Another young talent, the 16-year-old mathematics prodigy Zhang Xinyang, came into the spotlight too, when he became the youngest PhD student in China this September.
It seems that China has an abundance of math geniuses, given the frequent reports of prodigies and China' success at international math competitions. However, the stark reality is that only a handful of world-class mathematicians are from China.
While some said what China's math geniuses lack is the access to instruction by world-class mathematicians, others pointed out pushy parents and the rigid education system have stifled their growth.
Skinny, pale and bespectacled, Liu exudes quiet determination. The young man from Dalian, northeast China's Liaoning Province, told Xinhua News Agency that he was not born a math talent and neither of his parents was involved in mathematics.
But he unknotted a problem that has puzzled the international math community for more than two decades. The Seetapun Enigma, a conjecture put forward by English mathematical logician David Seetapun in the 1990s, is a problem of reverse mathematics.
Speaking of his efforts to crack the Seetapun Enigma, Liu recalled, "It was more like a flash of inspiration when I was pondering the problem. In fact, it did not take me much time to demonstrate it."
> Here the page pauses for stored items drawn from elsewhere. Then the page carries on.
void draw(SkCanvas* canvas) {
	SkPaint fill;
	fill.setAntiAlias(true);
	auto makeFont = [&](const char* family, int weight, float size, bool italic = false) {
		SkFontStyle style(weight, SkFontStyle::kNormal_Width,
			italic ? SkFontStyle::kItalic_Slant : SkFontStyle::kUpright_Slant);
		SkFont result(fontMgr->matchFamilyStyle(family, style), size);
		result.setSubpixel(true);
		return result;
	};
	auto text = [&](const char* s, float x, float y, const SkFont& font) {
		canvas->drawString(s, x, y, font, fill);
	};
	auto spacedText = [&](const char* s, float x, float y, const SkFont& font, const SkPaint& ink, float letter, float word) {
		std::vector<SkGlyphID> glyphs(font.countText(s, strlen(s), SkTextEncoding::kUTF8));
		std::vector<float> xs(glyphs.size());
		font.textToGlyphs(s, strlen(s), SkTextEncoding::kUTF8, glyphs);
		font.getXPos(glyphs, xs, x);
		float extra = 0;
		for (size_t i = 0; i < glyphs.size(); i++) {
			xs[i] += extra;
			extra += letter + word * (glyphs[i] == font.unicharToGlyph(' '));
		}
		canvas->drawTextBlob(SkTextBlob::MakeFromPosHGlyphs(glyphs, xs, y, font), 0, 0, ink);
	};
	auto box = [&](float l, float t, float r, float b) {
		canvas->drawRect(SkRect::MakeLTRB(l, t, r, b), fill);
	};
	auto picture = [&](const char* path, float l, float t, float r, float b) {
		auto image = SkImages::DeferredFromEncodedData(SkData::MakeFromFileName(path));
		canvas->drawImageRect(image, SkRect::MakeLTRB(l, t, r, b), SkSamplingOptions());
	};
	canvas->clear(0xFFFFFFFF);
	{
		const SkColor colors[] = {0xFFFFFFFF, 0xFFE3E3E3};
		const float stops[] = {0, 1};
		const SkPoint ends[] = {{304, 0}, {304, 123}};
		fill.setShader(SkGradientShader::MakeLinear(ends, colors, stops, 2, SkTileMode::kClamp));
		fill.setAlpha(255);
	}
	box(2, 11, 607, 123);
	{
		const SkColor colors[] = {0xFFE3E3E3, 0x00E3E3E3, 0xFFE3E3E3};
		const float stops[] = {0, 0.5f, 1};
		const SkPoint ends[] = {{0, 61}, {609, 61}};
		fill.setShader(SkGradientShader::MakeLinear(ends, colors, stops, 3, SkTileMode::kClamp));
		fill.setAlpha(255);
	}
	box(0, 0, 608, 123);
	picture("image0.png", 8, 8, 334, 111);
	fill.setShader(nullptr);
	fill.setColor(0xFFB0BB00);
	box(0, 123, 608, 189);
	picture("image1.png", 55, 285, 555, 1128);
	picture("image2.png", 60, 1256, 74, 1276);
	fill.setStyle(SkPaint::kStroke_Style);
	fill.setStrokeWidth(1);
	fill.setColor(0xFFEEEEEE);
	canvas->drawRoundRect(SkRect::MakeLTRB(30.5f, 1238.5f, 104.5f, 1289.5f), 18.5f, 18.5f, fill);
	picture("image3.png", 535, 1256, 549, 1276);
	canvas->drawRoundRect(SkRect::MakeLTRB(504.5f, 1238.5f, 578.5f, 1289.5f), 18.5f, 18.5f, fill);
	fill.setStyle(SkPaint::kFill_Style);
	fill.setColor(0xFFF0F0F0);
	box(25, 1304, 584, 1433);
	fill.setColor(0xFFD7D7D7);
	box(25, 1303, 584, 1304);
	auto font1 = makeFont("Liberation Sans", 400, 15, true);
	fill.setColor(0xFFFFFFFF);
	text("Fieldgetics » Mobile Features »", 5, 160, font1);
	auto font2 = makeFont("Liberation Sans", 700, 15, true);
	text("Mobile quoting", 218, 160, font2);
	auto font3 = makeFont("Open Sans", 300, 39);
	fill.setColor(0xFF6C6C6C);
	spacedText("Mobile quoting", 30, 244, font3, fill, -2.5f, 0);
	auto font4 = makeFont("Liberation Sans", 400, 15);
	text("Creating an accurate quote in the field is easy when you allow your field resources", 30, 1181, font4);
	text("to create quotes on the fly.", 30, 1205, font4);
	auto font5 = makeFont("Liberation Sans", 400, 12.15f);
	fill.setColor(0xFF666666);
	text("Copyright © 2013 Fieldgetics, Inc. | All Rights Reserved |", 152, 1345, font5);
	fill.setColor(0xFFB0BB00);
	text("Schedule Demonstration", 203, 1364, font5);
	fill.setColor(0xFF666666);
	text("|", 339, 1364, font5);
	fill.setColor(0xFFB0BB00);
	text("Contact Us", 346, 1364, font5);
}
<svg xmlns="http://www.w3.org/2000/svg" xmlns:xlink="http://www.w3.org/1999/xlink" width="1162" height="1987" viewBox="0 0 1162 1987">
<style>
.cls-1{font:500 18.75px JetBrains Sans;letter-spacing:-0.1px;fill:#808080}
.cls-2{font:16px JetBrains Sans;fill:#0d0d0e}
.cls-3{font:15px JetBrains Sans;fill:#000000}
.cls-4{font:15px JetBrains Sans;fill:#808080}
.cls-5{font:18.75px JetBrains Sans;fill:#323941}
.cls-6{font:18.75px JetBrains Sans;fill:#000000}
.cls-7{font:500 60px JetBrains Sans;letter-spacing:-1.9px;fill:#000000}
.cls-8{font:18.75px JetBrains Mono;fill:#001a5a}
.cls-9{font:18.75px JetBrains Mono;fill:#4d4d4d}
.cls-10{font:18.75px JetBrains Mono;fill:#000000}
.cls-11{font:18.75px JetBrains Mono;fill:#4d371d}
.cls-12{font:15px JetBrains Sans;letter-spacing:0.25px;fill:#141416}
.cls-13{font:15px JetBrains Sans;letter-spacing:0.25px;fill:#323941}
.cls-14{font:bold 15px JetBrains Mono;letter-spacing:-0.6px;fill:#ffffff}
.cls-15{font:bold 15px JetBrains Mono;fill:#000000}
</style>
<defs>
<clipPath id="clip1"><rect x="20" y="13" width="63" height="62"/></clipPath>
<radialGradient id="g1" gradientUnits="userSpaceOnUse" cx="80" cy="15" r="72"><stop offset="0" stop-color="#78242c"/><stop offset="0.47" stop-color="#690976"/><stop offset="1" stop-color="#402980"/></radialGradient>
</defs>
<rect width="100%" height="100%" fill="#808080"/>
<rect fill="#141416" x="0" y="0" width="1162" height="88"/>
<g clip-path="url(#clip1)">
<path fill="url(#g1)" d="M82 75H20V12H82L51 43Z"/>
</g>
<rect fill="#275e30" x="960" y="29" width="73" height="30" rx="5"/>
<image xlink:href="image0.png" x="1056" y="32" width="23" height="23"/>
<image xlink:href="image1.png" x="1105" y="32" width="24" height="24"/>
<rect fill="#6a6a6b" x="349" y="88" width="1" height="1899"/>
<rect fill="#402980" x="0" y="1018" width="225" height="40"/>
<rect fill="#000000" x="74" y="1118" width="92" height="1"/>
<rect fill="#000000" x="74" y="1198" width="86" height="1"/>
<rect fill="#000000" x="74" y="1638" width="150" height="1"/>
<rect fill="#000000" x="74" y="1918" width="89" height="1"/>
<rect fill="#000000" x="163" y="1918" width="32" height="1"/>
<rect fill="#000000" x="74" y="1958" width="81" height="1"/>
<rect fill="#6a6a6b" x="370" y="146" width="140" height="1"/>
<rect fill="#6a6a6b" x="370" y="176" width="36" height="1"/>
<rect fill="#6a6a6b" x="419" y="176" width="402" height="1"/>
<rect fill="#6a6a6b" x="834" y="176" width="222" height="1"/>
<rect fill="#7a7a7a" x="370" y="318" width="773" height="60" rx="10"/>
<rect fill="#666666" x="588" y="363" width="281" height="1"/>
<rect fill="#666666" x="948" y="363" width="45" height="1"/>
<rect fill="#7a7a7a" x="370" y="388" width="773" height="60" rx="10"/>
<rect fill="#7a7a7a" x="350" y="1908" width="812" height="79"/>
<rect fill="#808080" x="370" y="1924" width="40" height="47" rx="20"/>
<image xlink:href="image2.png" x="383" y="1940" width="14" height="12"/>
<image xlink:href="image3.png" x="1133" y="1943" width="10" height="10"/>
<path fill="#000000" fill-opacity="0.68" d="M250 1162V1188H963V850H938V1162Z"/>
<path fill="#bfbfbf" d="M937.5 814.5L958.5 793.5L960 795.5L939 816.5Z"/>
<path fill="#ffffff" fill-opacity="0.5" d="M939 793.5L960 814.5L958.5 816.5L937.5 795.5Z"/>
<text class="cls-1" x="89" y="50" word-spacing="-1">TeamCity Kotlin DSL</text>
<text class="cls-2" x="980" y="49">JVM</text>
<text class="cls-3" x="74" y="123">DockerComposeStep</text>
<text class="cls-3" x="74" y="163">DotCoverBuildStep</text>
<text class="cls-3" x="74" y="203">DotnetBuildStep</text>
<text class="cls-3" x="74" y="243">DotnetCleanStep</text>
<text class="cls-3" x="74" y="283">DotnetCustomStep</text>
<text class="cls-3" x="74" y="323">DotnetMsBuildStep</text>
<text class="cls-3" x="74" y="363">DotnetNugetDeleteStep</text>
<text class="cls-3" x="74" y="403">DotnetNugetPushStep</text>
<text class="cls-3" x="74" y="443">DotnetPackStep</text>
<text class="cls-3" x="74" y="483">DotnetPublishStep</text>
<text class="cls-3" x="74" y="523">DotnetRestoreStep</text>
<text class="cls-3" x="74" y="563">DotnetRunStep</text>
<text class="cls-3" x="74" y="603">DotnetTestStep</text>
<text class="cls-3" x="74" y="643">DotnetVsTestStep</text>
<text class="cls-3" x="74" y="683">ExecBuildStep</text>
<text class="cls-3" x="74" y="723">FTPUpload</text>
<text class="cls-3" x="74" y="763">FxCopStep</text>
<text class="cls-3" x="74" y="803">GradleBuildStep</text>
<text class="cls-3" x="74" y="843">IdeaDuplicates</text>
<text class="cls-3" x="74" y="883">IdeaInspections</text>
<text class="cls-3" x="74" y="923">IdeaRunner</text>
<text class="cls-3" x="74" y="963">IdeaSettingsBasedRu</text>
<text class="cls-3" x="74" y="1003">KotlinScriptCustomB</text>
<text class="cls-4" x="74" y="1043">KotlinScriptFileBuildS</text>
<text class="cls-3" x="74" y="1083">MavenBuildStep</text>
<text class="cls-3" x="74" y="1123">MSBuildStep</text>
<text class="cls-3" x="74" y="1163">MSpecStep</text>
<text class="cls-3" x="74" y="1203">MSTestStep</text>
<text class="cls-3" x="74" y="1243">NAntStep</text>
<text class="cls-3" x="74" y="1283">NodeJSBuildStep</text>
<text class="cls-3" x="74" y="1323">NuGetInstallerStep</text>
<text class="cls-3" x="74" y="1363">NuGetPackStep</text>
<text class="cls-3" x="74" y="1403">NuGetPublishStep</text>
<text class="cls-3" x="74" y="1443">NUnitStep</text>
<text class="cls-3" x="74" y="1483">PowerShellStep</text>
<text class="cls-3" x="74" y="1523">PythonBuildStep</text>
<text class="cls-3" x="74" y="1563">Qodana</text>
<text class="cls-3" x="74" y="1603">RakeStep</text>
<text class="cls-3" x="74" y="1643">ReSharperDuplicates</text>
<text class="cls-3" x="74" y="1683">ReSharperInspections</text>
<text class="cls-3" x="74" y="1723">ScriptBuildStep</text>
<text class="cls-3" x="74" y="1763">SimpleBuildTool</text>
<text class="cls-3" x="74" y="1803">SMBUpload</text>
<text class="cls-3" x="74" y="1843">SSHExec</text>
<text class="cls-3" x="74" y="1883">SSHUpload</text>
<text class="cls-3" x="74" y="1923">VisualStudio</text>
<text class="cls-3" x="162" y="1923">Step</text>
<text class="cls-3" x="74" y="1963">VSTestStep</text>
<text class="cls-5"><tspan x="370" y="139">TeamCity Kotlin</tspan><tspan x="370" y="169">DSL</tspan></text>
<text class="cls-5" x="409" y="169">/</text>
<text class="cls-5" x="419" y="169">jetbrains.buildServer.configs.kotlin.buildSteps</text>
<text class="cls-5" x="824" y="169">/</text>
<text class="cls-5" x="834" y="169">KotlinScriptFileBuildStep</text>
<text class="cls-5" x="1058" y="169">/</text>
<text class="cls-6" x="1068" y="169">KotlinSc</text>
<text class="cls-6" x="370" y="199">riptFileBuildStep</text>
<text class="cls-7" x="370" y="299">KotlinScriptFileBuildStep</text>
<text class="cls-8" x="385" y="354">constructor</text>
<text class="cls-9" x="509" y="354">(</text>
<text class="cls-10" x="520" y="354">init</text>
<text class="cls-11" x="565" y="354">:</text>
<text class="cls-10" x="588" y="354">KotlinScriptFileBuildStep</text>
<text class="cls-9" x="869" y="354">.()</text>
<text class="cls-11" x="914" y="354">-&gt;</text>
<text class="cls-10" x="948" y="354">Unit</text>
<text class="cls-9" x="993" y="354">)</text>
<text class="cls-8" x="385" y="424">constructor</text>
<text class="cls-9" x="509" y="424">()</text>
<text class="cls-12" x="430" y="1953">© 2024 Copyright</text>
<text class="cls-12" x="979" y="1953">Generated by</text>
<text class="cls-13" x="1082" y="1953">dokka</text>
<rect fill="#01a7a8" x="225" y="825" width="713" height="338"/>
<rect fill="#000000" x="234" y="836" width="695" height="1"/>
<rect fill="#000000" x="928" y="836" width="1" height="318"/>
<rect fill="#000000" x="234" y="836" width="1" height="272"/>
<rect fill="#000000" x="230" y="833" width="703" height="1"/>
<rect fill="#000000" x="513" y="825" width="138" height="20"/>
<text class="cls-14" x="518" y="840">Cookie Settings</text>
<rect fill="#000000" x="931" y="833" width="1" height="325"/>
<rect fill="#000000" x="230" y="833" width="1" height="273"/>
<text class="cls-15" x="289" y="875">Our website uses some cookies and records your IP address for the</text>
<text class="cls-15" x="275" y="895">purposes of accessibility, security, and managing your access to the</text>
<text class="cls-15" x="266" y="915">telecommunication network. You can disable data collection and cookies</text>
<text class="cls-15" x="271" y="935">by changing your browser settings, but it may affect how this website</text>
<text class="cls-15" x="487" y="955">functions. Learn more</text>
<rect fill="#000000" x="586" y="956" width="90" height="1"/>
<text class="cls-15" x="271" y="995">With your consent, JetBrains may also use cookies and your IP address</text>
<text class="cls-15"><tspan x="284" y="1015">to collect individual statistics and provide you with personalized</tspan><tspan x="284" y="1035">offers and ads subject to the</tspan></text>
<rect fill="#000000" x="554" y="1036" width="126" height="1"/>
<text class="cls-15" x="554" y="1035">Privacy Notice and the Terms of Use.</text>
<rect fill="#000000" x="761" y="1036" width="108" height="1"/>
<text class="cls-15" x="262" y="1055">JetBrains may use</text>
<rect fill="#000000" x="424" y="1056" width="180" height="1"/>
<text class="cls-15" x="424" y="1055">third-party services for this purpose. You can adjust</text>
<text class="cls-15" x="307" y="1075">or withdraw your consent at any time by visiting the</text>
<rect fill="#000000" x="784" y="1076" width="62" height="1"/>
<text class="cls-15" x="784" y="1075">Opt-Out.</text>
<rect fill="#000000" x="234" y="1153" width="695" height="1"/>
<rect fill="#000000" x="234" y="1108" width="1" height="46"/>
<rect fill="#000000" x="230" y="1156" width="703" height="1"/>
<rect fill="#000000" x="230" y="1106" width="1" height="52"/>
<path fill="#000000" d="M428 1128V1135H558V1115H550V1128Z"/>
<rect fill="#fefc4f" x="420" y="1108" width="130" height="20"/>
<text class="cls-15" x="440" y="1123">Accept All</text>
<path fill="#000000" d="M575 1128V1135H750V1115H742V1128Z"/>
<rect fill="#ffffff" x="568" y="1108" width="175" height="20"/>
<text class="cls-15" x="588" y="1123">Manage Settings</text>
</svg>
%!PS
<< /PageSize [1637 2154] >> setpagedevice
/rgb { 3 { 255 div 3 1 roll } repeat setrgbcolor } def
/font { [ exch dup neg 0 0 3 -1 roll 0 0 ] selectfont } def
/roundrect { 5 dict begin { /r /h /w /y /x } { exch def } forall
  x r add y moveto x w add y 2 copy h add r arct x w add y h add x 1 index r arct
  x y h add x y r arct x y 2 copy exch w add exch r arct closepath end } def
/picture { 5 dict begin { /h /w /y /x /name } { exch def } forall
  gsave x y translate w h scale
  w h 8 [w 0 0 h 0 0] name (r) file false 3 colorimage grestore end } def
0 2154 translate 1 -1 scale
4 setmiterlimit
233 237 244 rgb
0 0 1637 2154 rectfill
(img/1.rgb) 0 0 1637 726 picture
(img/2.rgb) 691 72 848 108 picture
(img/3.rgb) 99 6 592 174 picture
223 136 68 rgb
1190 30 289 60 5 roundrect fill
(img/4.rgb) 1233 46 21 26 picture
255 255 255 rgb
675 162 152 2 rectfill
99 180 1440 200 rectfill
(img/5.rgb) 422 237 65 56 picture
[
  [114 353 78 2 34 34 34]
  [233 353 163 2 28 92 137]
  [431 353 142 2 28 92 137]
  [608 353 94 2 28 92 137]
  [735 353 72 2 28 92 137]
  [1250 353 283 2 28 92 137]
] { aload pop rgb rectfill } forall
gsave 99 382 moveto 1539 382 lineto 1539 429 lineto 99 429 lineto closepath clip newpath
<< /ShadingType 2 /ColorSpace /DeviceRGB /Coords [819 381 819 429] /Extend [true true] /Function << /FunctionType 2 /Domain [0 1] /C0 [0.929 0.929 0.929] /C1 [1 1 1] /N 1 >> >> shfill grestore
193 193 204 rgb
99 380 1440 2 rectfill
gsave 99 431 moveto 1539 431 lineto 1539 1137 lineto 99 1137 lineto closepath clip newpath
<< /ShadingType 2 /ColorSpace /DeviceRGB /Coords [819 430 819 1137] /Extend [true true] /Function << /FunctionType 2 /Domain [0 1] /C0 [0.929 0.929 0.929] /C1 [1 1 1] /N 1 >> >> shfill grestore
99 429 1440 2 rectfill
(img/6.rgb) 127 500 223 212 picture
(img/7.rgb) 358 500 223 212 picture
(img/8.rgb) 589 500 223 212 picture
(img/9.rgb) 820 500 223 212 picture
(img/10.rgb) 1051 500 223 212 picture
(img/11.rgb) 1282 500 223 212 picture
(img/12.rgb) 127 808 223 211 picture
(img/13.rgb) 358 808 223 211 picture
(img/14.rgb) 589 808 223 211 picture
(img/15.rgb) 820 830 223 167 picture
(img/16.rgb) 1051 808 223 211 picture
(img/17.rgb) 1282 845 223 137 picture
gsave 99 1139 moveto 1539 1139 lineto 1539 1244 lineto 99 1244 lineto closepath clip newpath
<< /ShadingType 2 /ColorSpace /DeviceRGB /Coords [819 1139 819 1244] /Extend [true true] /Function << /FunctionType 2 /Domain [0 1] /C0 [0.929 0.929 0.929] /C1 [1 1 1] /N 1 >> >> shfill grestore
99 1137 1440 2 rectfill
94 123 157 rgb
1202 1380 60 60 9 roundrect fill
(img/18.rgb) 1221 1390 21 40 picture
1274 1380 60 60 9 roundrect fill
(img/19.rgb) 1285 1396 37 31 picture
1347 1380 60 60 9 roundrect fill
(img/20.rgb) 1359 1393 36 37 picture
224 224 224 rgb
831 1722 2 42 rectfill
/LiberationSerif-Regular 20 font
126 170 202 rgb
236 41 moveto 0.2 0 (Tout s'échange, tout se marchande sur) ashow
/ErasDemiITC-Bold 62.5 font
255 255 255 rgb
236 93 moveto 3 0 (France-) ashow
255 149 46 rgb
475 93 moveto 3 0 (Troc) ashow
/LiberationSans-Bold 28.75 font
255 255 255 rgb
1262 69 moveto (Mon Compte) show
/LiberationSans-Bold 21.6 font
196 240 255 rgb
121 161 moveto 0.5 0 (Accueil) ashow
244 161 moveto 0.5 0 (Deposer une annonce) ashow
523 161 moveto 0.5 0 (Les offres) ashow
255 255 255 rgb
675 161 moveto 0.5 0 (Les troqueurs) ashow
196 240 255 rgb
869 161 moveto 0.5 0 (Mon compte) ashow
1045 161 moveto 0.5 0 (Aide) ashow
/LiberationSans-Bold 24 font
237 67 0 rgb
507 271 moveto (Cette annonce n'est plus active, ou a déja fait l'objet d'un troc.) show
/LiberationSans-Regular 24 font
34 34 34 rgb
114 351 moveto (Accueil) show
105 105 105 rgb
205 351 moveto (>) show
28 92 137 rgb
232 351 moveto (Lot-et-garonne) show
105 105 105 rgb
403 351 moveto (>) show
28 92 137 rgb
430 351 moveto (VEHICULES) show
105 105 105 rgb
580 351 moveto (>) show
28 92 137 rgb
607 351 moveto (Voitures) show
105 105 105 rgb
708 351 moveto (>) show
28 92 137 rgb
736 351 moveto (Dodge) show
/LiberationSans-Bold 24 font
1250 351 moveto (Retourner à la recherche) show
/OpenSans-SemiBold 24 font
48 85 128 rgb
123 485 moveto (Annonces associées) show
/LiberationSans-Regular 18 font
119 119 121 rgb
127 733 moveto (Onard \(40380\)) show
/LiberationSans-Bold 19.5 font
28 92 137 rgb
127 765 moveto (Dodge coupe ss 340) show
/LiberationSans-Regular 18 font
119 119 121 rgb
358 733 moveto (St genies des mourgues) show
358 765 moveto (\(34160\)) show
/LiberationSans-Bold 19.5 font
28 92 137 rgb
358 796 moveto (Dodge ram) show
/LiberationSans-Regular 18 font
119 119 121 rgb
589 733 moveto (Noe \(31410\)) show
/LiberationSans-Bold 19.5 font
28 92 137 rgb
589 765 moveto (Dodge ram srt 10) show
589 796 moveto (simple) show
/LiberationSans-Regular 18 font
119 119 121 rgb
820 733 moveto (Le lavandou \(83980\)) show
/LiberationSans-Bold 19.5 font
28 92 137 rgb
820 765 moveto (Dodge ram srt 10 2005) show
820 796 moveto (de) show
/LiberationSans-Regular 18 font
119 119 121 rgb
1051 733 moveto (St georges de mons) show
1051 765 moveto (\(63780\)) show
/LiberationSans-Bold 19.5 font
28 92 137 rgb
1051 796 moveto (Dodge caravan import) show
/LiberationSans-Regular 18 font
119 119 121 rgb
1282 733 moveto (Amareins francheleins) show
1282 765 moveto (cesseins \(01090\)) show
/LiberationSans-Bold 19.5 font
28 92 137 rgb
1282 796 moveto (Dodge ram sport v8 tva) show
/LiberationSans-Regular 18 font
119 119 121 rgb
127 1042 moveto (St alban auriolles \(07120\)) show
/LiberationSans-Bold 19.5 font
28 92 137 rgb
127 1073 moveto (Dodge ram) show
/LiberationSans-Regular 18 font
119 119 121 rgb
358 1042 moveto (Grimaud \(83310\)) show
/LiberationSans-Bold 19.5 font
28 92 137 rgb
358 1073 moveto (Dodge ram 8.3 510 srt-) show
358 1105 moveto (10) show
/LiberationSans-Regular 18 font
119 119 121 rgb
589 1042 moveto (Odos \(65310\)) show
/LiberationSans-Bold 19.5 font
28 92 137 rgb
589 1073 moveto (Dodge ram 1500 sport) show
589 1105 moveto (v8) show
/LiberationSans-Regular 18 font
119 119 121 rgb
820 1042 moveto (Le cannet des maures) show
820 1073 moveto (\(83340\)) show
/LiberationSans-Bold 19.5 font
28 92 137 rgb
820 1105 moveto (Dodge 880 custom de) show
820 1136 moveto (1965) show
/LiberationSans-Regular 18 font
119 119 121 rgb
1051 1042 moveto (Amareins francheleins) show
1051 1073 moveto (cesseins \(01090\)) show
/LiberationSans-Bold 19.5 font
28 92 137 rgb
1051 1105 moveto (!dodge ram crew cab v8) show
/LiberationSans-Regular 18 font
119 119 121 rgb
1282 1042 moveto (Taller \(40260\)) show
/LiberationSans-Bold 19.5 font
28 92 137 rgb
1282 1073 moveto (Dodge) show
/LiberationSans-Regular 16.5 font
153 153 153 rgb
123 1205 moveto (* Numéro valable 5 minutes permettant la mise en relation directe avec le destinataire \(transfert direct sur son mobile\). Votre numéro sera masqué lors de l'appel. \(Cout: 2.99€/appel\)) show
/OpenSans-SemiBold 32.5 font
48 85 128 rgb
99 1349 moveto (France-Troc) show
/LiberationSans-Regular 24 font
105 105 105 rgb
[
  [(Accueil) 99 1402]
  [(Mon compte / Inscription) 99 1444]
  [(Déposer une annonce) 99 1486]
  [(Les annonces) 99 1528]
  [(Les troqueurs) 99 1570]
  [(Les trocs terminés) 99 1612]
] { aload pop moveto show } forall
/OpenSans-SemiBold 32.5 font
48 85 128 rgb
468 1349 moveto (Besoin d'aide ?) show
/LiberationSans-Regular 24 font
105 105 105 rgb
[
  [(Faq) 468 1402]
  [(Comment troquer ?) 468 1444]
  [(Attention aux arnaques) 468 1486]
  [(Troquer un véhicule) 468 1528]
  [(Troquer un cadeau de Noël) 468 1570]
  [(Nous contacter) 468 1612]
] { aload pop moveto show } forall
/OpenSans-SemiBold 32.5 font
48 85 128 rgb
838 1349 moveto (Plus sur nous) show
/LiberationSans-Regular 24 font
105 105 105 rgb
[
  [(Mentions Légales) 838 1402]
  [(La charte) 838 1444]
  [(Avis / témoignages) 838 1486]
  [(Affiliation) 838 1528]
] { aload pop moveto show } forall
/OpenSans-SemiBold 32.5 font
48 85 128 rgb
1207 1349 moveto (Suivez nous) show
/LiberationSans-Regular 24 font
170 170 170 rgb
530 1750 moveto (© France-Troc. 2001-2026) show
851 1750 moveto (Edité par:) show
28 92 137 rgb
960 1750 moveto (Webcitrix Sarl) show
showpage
"Maybe it is the accumulation of knowledge from my daily studies that prepared me for the solution," he said. "I was never a born genius, but I found my passion for the subject in middle school and never stopped cultivating it."
Liu started studying mathematical logic when he was a sophomore at CSU. For Liu, the complex theories that boggled the minds of his classmates were simply fun and intriguing puzzles to be solved.
In his classmates' eyes, Liu is a math genius, as he is able to transform complicated problems into simple and elegant equations and then provide radical solutions. Many, however, don't realize the sheer amount of hard work and toil he puts into his studies.
Liu was later invited to the Academic Conference on Mathematical Logic at the University of Chicago and delivered a 40-minute speech on September 16. He was the only Asian college student present at the event.
Amazed at what Liu did, three senior academicians at the Chinese Academy of Sciences (CAS) have recommended the 22-year-old for postgraduate researches, a year ahead of time. It is reported that CSU will admit Liu to successive postgraduate and doctoral programs under the guidance of Hou Zhenting, one of the top mathematicians in China as well as a professor at CSU.
"I'd like to encourage Liu to graduate sooner than next year," Hou said after meeting Liu. Hou also wrote recommendation letters to the Ministry of Education suggesting Liu's instructors prepare him for early graduation through intensive academic training.
Liu's case reflects the need for authorities to reform China's rigid exam-oriented education system.
As products of such a system, "students usually don't question what they are taught," said Li Banghe, a CAS academician, adding that many students in China are not able to conduct independent research.
But there are growing exceptions like Liu. As a divergent thinker, Liu often asked questions which found no quick answers from his teachers, or gave correct but not standard answers to their questions, said one of his high-school math teachers, Gong Fujing.